Before I joined Satori, I was at a hedge fund that was similar to the kind of fund we seek to partner with now. The fund was at about $25 million in AUM, and it had an outstanding five-year track record. One of my primary responsibilities when I came in was to help the business grow, and we experienced a lot of success in doing that. During my five years there, we grew to almost $2 billion in AUM. I learned what to do and what not to do to achieve that kind of growth, and I saw firsthand how to scale an asset management firm.
So I wondered – can my colleagues and I do this in an advisory capacity for a select group of emerging funds – specifically, those with good track records led by quality people that just need help on the business side?
NK: You mentioned that you like managers who are “great investors but inexperienced business people.” Why? All else equal, aren’t both skills necessary?
JH: They are, but if a manager is really good at both, they don’t need us – they’ve likely already grown. The real opportunity for us is when we find a great investment manager who needs help on the business side, because in many cases, we can improve the business.
Most hedge funds are not that complex, but there’s a big difference between investing and the business of investing – they’re unique skill sets. And we have several people on the Satori team who have done both, so we can provide significant insight to managers who don’t have the experience we have.
We also have great resources on our team who provide help to our acceleration partners in areas like recruiting, investor communications, capital-raising, compliance, and more, so we can keep the managers focused on what they do best – investing.
NK: Tell us about the firm’s selection process. You mentioned that you’re looking for the proverbial ‘needle in the haystack’ manager. How do you define that exactly?
JH: I say needle in a haystack because although there are many sub-$25 million hedge fund managers out there, there are not many with five-plus-year track records. There are more than you would think, actually, but it’s not easy to run a business for several years on the income generated by such low AUM, so many small funds don’t survive long enough to establish the kind of track record we want to see.
In fact, it’s a bit of a built-in filter for us. The ability to survive through years of not raising money despite great performance – that indicates to us that the manager has a true passion for investing, is able to live simply, and has the kind of grit we like to see.
As for our selection process, we use both quantitative and qualitative analysis. On the quantitative side, we do a thorough dive on the data. If a manager has five or more years of track record, we can go as deep as looking at every single trade, trying to understand the context behind returns.
Many managers look great at the surface on a quantitative basis, but when we dig in, we sometimes learn that there were very few investments that contributed to most of the alpha they created. Of course, we are going to look at all of the key performance ratios, perform factor analysis, conduct stress tests, etc., but our most important takeaway from quantitative diligence is whether a manager generates sustainable alpha.
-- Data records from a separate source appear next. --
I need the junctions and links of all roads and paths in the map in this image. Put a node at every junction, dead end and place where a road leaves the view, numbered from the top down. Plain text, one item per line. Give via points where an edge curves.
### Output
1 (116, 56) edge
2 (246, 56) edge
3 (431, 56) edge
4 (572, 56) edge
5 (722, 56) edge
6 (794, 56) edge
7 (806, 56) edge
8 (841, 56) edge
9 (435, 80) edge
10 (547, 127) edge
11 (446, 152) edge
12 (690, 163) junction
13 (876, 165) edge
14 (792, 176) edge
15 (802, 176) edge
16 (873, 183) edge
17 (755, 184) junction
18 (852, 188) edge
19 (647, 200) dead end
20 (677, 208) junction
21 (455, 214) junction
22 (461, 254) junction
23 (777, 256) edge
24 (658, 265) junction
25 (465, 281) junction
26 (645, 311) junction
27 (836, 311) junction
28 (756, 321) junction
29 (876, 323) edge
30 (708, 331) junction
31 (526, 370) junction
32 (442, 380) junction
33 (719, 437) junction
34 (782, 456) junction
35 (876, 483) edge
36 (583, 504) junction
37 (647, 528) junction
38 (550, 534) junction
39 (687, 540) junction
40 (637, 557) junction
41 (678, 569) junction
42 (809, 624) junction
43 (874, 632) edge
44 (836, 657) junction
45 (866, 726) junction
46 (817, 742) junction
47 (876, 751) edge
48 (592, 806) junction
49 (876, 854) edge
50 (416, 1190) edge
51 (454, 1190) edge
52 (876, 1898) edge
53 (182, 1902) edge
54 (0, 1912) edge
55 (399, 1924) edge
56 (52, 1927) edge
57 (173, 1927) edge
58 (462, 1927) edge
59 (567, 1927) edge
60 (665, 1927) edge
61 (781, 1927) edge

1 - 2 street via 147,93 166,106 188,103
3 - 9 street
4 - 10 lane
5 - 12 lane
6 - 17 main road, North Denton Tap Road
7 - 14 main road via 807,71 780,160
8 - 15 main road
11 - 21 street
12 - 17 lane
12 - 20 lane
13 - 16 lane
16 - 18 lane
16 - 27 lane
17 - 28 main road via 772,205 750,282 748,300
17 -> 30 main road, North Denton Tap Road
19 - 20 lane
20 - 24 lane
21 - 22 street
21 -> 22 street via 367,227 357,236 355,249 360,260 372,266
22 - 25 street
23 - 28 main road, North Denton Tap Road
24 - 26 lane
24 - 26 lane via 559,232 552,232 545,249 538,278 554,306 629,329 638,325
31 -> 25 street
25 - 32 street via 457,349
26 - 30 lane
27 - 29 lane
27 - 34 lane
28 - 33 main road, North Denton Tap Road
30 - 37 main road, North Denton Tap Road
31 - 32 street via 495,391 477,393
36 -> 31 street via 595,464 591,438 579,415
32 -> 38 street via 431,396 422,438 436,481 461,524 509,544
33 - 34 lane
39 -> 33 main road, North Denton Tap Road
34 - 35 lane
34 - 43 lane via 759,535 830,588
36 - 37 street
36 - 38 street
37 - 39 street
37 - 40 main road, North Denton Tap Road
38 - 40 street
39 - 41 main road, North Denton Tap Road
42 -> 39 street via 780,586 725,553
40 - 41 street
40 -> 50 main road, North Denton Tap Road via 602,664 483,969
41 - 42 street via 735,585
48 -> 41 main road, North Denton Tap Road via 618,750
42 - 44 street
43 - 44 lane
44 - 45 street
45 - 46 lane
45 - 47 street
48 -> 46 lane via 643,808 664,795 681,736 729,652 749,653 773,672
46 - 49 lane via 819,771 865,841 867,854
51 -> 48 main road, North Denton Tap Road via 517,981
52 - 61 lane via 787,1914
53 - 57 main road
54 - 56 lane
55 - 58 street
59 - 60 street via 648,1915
We are just as thorough on the qualitative side. For example, we evaluate for certain characteristics like open-mindedness combined with confidence – a paradox of sorts. We want managers who are decisive yet willing to change their minds if the facts change. We call it a “learner” versus “knower” mindset.
NK: Some obvious exceptions notwithstanding, I tend to believe that the skills that make some people strong investors also make them pretty lousy marketers. For the most part, the two skill sets seem mutually incompatible. Your strategy suggests you agree with that, but the question is: Is a manager that knows how to brand/market him or herself dead-on-arrival for you? Is it a disqualifier by definition?
JH: No, it’s great if we find someone who already knows how to do it – it’s just very rare. In our experience, they all need some coaching, and that’s part of what we provide – coaching on how to present their fund, their edge, their pitch.
We often find managers who have a good natural ability to tell their own story, but they need some guidance on what’s important to a potential allocator. There’s often a tendency to overshare, for instance – they go too far into the weeds, and the prospective investor gets lost. So they need assistance on how to present information in a systematic way that promotes a clear understanding of how they generate alpha and think about risk management.
We also emphasize helping them manage their time, so they’re not spreading themselves thin on marketing when we’d all be better served by keeping their focus on investing.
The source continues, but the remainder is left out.